As comissões de atingidos apoiadas por Mário de Paula tiveram início em Baixo Guandu, noroeste do Estado, sob liderança da advogada local Richardeny Luiza Lemke Ott, e foram se disseminando em outras cidades. Em outubro de 2020, o MPF peticionou a anulação de todos os atos da 12ª Vara referentes aos acordos firmados entre a Fundação Renova e as comissões, que previam, entre outras medidas apontadas como irregulares e contrárias aos direitos dos atingidos pelo órgão ministerial, o fechamento do cadastro de atingidos e a quitação geral de danos.
A peça jurídica cita vários trechos das sentenças do próprio Mário de Paula, apontando aspectos esdrúxulos da denunciada “parceria” entre o juiz e os advogados que coordenavam as comissões. Entre elas, o pedido de sigilo na tramitação das ações de indenizações impetradas pelos advogados em nome dos atingidos e o impedimento de participação do MPF no processo.
O pedido de exclusão do MPF do processo de escolha das assessorias técnicas é outro ponto destacado pelo presidente da Associação Comunitária de Barra de Riacho, que expõe a ilegitimidade da Comissão de Barra do Riacho em pedir uma outra AT, diferente da já escolhida há quatro anos.
“É oportunista, sem caráter. Pediu à justiça para não realizar a reunião do dia cinco de agosto de 2022, na nossa associação, com o Fundo Brasil, onde a gente iria definir se continuaria com a Adai. O Fundo Brasil é prestador de serviço do Ministério Público. É quem tem defendido a gente, junto com a Defensoria Pública. Então essa Comissão é parte do cartel de ambição das comissões que começaram lá em Baixo Guandu. Elas têm essa relação política, todas elas têm essa visão contra o Ministério Público”, explica.
Um dos que se pronunciou na audiência em Belo Horizonte contra a Adai foi o coordenador do Movimento Nacional dos Pescadores e presidente da Federação das Associações de Pescadores do Espírito Santo, Manoel Bueno dos Santos, o Nego da Pesca. “Eu falei que a nossa preocupação é com a lentidão. Nós já estamos há quatro anos esperando. A gente aqui na Serra, Fundão, Aracruz, somos o último território praticamente. A Adai vai ter perna para a gente até aqui e fazer o trabalho com agilidade? Já temos duas entidades aqui que nos ajudam, que fizeram cartografia da pesca, que podem agilizar, porque já conhecem a região”, argumenta, citando as ONGs Voz da Natureza e Líder.

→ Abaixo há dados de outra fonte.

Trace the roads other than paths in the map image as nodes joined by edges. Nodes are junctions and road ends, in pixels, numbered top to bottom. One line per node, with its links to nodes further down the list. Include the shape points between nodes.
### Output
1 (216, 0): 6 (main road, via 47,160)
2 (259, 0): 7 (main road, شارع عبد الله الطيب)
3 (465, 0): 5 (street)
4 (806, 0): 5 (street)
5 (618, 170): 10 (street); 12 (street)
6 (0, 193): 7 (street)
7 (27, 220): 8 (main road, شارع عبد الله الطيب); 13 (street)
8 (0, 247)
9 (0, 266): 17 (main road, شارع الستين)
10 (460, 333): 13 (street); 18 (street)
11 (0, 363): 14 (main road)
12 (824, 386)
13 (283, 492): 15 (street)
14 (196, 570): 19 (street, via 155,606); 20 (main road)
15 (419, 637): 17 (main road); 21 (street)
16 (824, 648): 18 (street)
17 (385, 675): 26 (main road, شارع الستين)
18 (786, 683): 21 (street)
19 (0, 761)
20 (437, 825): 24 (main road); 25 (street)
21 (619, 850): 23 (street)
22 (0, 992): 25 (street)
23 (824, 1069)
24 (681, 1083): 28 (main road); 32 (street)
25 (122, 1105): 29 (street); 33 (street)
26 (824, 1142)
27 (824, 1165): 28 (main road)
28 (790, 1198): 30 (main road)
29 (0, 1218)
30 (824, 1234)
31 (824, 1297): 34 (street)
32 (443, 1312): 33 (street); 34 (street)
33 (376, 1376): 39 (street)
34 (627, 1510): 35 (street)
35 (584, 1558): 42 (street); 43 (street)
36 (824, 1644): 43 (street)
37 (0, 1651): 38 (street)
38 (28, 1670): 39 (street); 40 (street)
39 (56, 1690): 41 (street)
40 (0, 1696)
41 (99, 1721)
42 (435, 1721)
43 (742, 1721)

Herval Nogueira afirma desconhecer a relação das duas ONGs com todo o macroterritório. “Elas nunca foram conversar com a associação comunitária nem com a colônia de pesca daqui. A gente não vê nada que elas tenham feito”.
Numa tentativa de conciliação, Nego da Pesca vislumbra uma atuação conjunta das ONGs que atuaram com os pescadores e a Adai, escolhida originalmente. “Talvez entrar numa parceria, a Adai com elas”, propõe.
Entidade local
Até o momento, apenas um território teve sua assessoria técnica contratada, que é a comunidade quilombola de Degredo, em Linhares. A escolha foi por uma entidade local para o trabalho, a Associação dos Pescadores e Extrativistas e Remanescentes de Quilombo de Degredo (Asperqd).
A entidade é coordenada por moradores da própria comunidade, que também compõem alguns quadros técnicos. A contratação se deu em maio de 2020 e, desde então, vários direitos vêm sendo garantidos de forma diferenciada, em relação a indenizações, auxílios e continuidade do fornecimento de água.